> [Source material]

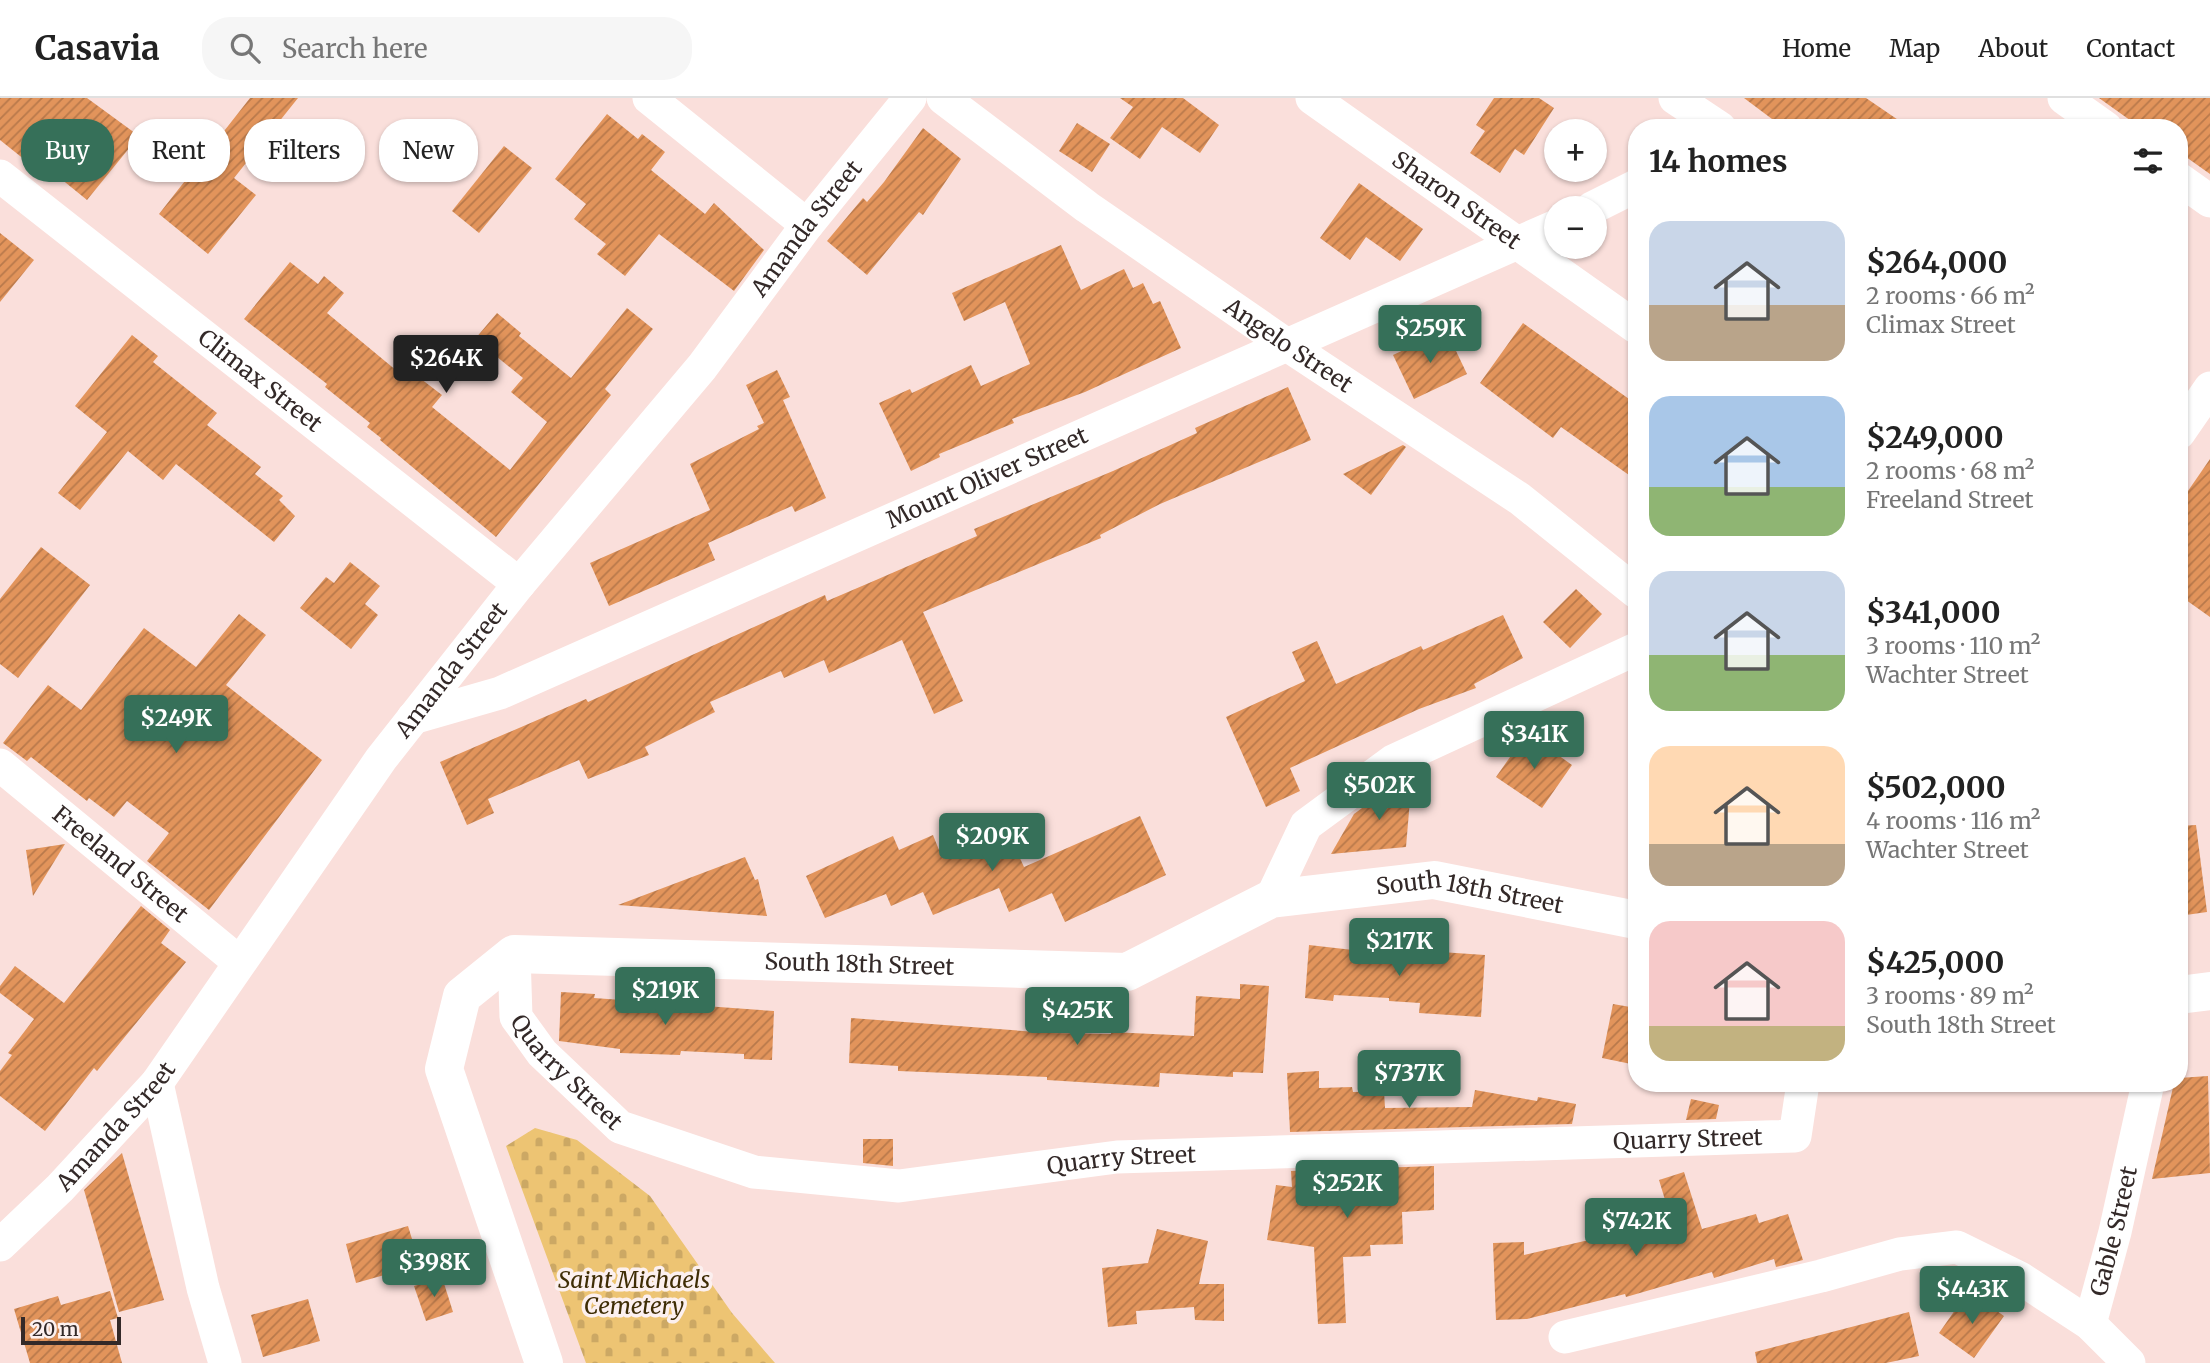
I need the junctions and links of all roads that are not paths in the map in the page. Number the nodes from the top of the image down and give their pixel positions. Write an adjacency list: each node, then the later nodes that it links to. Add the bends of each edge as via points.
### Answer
1 (649, 98): 14 (street)
2 (909, 98): 14 (street, Amanda Street)
3 (943, 98): 18 (street, Angelo Street, via 1087,207)
4 (1312, 98): 16 (street, Sharon Street)
5 (1675, 98): 7 (street)
6 (2064, 98): 8 (street)
7 (1706, 119)
8 (2093, 119)
9 (0, 176): 21 (street, Climax Street)
10 (2188, 185): 13 (street)
11 (1628, 191): 12 (street)
12 (1607, 201)
13 (2210, 201)
14 (807, 225): 21 (street, Amanda Street, via 702,367)
15 (1544, 232): 16 (street, Mount Oliver Street)
16 (1519, 244): 17 (street, Sharon Street); 18 (street, Mount Oliver Street)
17 (1628, 321)
18 (1287, 345): 22 (street, Angelo Street, via 1520,499); 24 (street, Mount Oliver Street, via 500,693)
19 (2210, 388): 20 (street)
20 (2188, 419)
21 (519, 584): 24 (street, Amanda Street)
22 (1628, 587)
23 (1628, 653): 26 (street, via 1393,761 1306,825)
24 (413, 718): 29 (street, Amanda Street)
25 (0, 765): 29 (street, Freeland Street)
26 (1271, 899): 27 (main road, South 18th Street, via 1434,880); 28 (main road, South 18th Street, via 1127,972)
27 (1628, 918)
28 (514, 954): 33 (street, Quarry Street, via 516,1017 542,1053 620,1127 767,1174 899,1186 1118,1157 1795,1136); 39 (main road, via 462,996 444,1069)
29 (239, 962): 32 (street, Amanda Street)
30 (2210, 991): 31 (main road)
31 (2188, 994)
32 (157, 1083): 35 (street, Amanda Street); 38 (street, via 203,1288)
33 (1802, 1092)
34 (2146, 1092): 36 (street, Gable Street)
35 (0, 1245)
36 (2090, 1324): 37 (street, via 2020,1278 1957,1247 1900,1254); 40 (street, Gable Street)
37 (1565, 1337)
38 (225, 1363)
39 (544, 1363)
40 (2129, 1363)

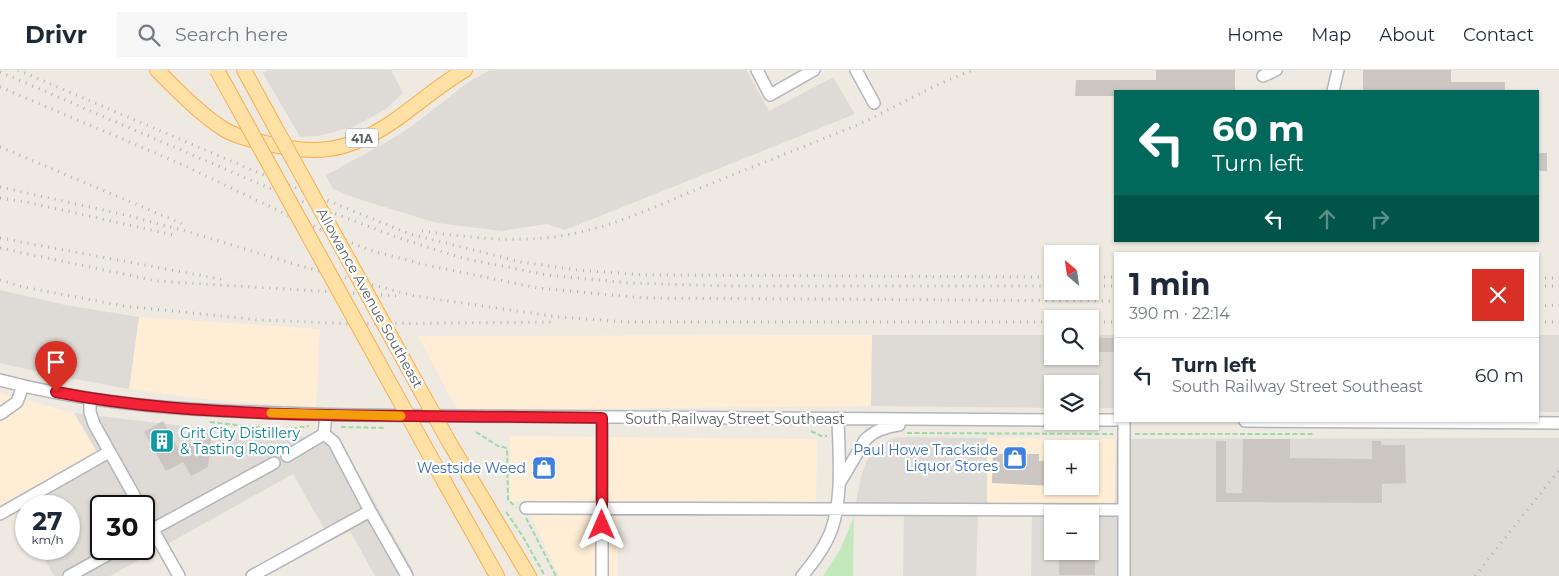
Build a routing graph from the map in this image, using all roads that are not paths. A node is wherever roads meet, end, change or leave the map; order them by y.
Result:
1 (157, 70) edge
2 (217, 70) edge
3 (244, 70) edge
4 (465, 70) edge
5 (756, 70) edge
6 (814, 70) edge
7 (856, 70) edge
8 (1276, 70) edge
9 (1338, 70) edge
10 (1263, 76) dead end
11 (1334, 90) edge
12 (874, 103) dead end
13 (0, 380) edge
14 (23, 386) junction
15 (90, 399) junction
16 (0, 414) edge
17 (326, 415) junction
18 (602, 418) junction
19 (838, 420) junction
20 (947, 420) junction
21 (1044, 420) edge
22 (1099, 420) edge
23 (1114, 420) edge
24 (1124, 422) edge
25 (1402, 422) edge
26 (1559, 423) edge
27 (324, 434) junction
28 (110, 452) junction
29 (287, 456) dead end
30 (274, 463) dead end
31 (839, 486) junction
32 (134, 495) edge
33 (526, 508) dead end
34 (602, 508) junction
35 (836, 509) junction
36 (370, 510) junction
37 (1124, 510) junction
38 (0, 514) edge
39 (155, 528) edge
40 (155, 542) edge
41 (98, 560) edge
42 (69, 576) edge
43 (178, 576) edge
44 (252, 576) edge
45 (407, 576) edge
46 (497, 576) edge
47 (529, 576) edge
48 (602, 576) edge
49 (802, 576) edge
50 (1124, 576) edge

1 - 4 main road, 41A
2 - 46 main road, Allowance Avenue Southeast, bridge
3 - 47 main road, Allowance Avenue Southeast, bridge
5 - 6 street
7 - 12 street
8 - 10 street
9 - 11 street
13 - 14 street, South Railway Street Southeast
14 - 15 street, South Railway Street Southeast
14 - 16 street
15 - 17 street, South Railway Street Southeast
15 - 28 street
17 - 18 street, South Railway Street Southeast
17 - 27 street
18 - 19 street, South Railway Street Southeast
18 - 34 street
19 - 20 street, South Railway Street Southeast
19 - 31 street
20 - 21 street, South Railway Street Southeast
20 - 31 street
22 - 23 street
24 - 37 street
25 - 26 street
27 - 29 street
27 - 36 street
28 - 32 street
28 - 38 street
30 - 39 street
31 - 35 street
33 - 34 street
34 - 35 street
34 - 48 street
35 - 37 street
35 - 49 street
36 - 44 street
36 - 45 street
37 - 50 street
40 - 43 street
41 - 42 street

> [Prompt]
Please transcribe each line above exactly, but leave the images out.

> [Answer to this task]
I need the junctions and links of all roads that are not paths in the map in the page. Number the nodes from the top of the image down and give their pixel positions. Write an adjacency list: each node, then the later nodes that it links to. Add the bends of each edge as via points.
### Answer
1 (649, 98): 14 (street)
2 (909, 98): 14 (street, Amanda Street)
3 (943, 98): 18 (street, Angelo Street, via 1087,207)
4 (1312, 98): 16 (street, Sharon Street)
5 (1675, 98): 7 (street)
6 (2064, 98): 8 (street)
7 (1706, 119)
8 (2093, 119)
9 (0, 176): 21 (street, Climax Street)
10 (2188, 185): 13 (street)
11 (1628, 191): 12 (street)
12 (1607, 201)
13 (2210, 201)
14 (807, 225): 21 (street, Amanda Street, via 702,367)
15 (1544, 232): 16 (street, Mount Oliver Street)
16 (1519, 244): 17 (street, Sharon Street); 18 (street, Mount Oliver Street)
17 (1628, 321)
18 (1287, 345): 22 (street, Angelo Street, via 1520,499); 24 (street, Mount Oliver Street, via 500,693)
19 (2210, 388): 20 (street)
20 (2188, 419)
21 (519, 584): 24 (street, Amanda Street)
22 (1628, 587)
23 (1628, 653): 26 (street, via 1393,761 1306,825)
24 (413, 718): 29 (street, Amanda Street)
25 (0, 765): 29 (street, Freeland Street)
26 (1271, 899): 27 (main road, South 18th Street, via 1434,880); 28 (main road, South 18th Street, via 1127,972)
27 (1628, 918)
28 (514, 954): 33 (street, Quarry Street, via 516,1017 542,1053 620,1127 767,1174 899,1186 1118,1157 1795,1136); 39 (main road, via 462,996 444,1069)
29 (239, 962): 32 (street, Amanda Street)
30 (2210, 991): 31 (main road)
31 (2188, 994)
32 (157, 1083): 35 (street, Amanda Street); 38 (street, via 203,1288)
33 (1802, 1092)
34 (2146, 1092): 36 (street, Gable Street)
35 (0, 1245)
36 (2090, 1324): 37 (street, via 2020,1278 1957,1247 1900,1254); 40 (street, Gable Street)
37 (1565, 1337)
38 (225, 1363)
39 (544, 1363)
40 (2129, 1363)

Build a routing graph from the map in this image, using all roads that are not paths. A node is wherever roads meet, end, change or leave the map; order them by y.
Result:
1 (157, 70) edge
2 (217, 70) edge
3 (244, 70) edge
4 (465, 70) edge
5 (756, 70) edge
6 (814, 70) edge
7 (856, 70) edge
8 (1276, 70) edge
9 (1338, 70) edge
10 (1263, 76) dead end
11 (1334, 90) edge
12 (874, 103) dead end
13 (0, 380) edge
14 (23, 386) junction
15 (90, 399) junction
16 (0, 414) edge
17 (326, 415) junction
18 (602, 418) junction
19 (838, 420) junction
20 (947, 420) junction
21 (1044, 420) edge
22 (1099, 420) edge
23 (1114, 420) edge
24 (1124, 422) edge
25 (1402, 422) edge
26 (1559, 423) edge
27 (324, 434) junction
28 (110, 452) junction
29 (287, 456) dead end
30 (274, 463) dead end
31 (839, 486) junction
32 (134, 495) edge
33 (526, 508) dead end
34 (602, 508) junction
35 (836, 509) junction
36 (370, 510) junction
37 (1124, 510) junction
38 (0, 514) edge
39 (155, 528) edge
40 (155, 542) edge
41 (98, 560) edge
42 (69, 576) edge
43 (178, 576) edge
44 (252, 576) edge
45 (407, 576) edge
46 (497, 576) edge
47 (529, 576) edge
48 (602, 576) edge
49 (802, 576) edge
50 (1124, 576) edge

1 - 4 main road, 41A
2 - 46 main road, Allowance Avenue Southeast, bridge
3 - 47 main road, Allowance Avenue Southeast, bridge
5 - 6 street
7 - 12 street
8 - 10 street
9 - 11 street
13 - 14 street, South Railway Street Southeast
14 - 15 street, South Railway Street Southeast
14 - 16 street
15 - 17 street, South Railway Street Southeast
15 - 28 street
17 - 18 street, South Railway Street Southeast
17 - 27 street
18 - 19 street, South Railway Street Southeast
18 - 34 street
19 - 20 street, South Railway Street Southeast
19 - 31 street
20 - 21 street, South Railway Street Southeast
20 - 31 street
22 - 23 street
24 - 37 street
25 - 26 street
27 - 29 street
27 - 36 street
28 - 32 street
28 - 38 street
30 - 39 street
31 - 35 street
33 - 34 street
34 - 35 street
34 - 48 street
35 - 37 street
35 - 49 street
36 - 44 street
36 - 45 street
37 - 50 street
40 - 43 street
41 - 42 street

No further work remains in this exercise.